-- WORK REQUIRED --
Please copy the data below exactly; none of the pictures in it belong in the copy.

Collected data
:::::

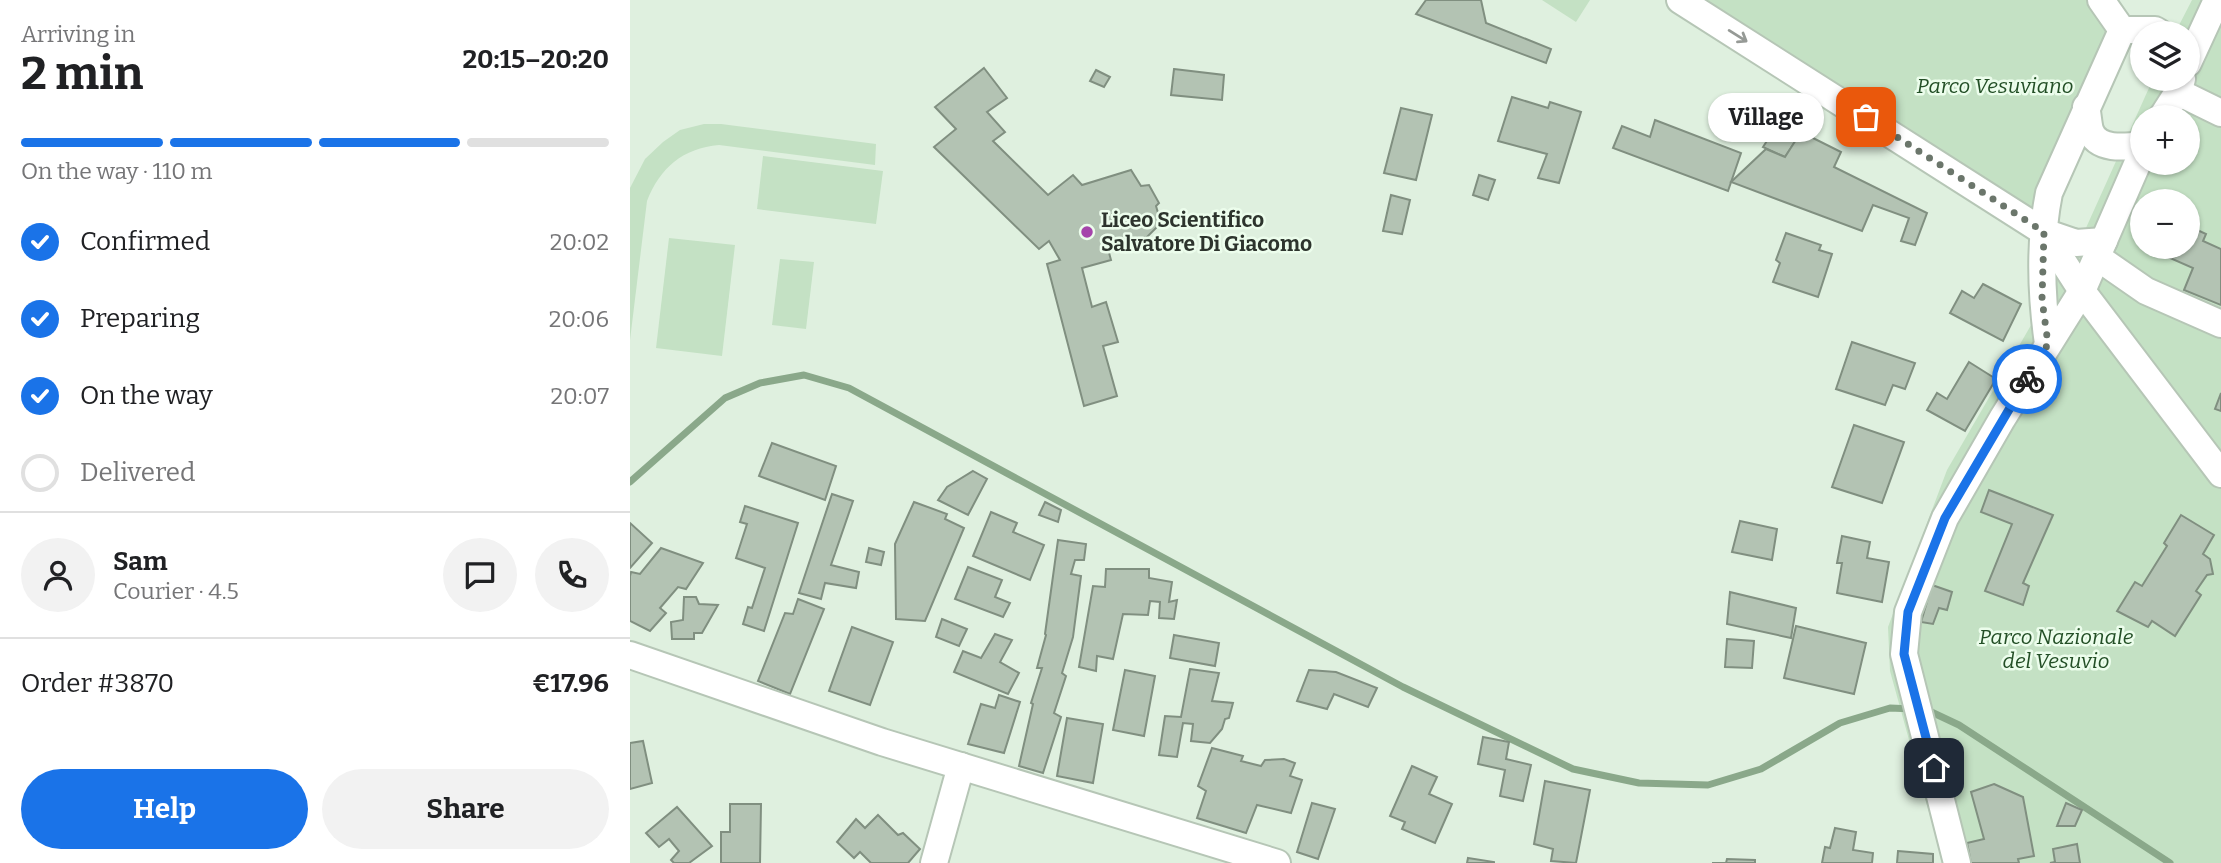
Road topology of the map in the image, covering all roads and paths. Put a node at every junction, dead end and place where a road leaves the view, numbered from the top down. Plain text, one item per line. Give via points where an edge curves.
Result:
1 (1680, 0) edge
2 (2101, 0) edge
3 (2217, 0) edge
4 (2122, 30) junction
5 (2130, 30) edge
6 (2200, 37) edge
7 (2189, 91) edge
8 (2086, 107) junction
9 (2221, 113) edge
10 (2130, 147) edge
11 (2063, 159) junction
12 (2132, 175) edge
13 (2128, 184) junction
14 (2044, 232) junction
15 (2100, 249) junction
16 (2082, 291) junction
17 (2221, 324) edge
18 (2048, 344) junction
19 (2221, 474) edge
20 (630, 655) edge
21 (961, 766) junction
22 (934, 863) edge
23 (1277, 863) edge
24 (1957, 863) edge

1 -> 14 street
2 - 4 street
3 - 6 street
4 - 5 street
4 - 8 street
7 - 9 street
8 - 10 street via 2091,133 2100,142
8 - 11 street
11 - 13 street via 2087,152 2103,157
11 - 14 street via 2049,193
12 - 13 street
13 - 15 street
14 - 15 street
14 - 16 street
14 - 18 street via 2042,299
15 - 16 street
15 - 17 street via 2146,291
16 - 18 street
16 - 19 street
18 - 24 street via 1945,518 1908,612 1904,654
20 - 21 street
21 - 22 street
21 - 23 street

:::::

-- RESULT OF THIS EXERCISE --
Road topology of the map in the image, covering all roads and paths. Put a node at every junction, dead end and place where a road leaves the view, numbered from the top down. Plain text, one item per line. Give via points where an edge curves.
Result:
1 (1680, 0) edge
2 (2101, 0) edge
3 (2217, 0) edge
4 (2122, 30) junction
5 (2130, 30) edge
6 (2200, 37) edge
7 (2189, 91) edge
8 (2086, 107) junction
9 (2221, 113) edge
10 (2130, 147) edge
11 (2063, 159) junction
12 (2132, 175) edge
13 (2128, 184) junction
14 (2044, 232) junction
15 (2100, 249) junction
16 (2082, 291) junction
17 (2221, 324) edge
18 (2048, 344) junction
19 (2221, 474) edge
20 (630, 655) edge
21 (961, 766) junction
22 (934, 863) edge
23 (1277, 863) edge
24 (1957, 863) edge

1 -> 14 street
2 - 4 street
3 - 6 street
4 - 5 street
4 - 8 street
7 - 9 street
8 - 10 street via 2091,133 2100,142
8 - 11 street
11 - 13 street via 2087,152 2103,157
11 - 14 street via 2049,193
12 - 13 street
13 - 15 street
14 - 15 street
14 - 16 street
14 - 18 street via 2042,299
15 - 16 street
15 - 17 street via 2146,291
16 - 18 street
16 - 19 street
18 - 24 street via 1945,518 1908,612 1904,654
20 - 21 street
21 - 22 street
21 - 23 street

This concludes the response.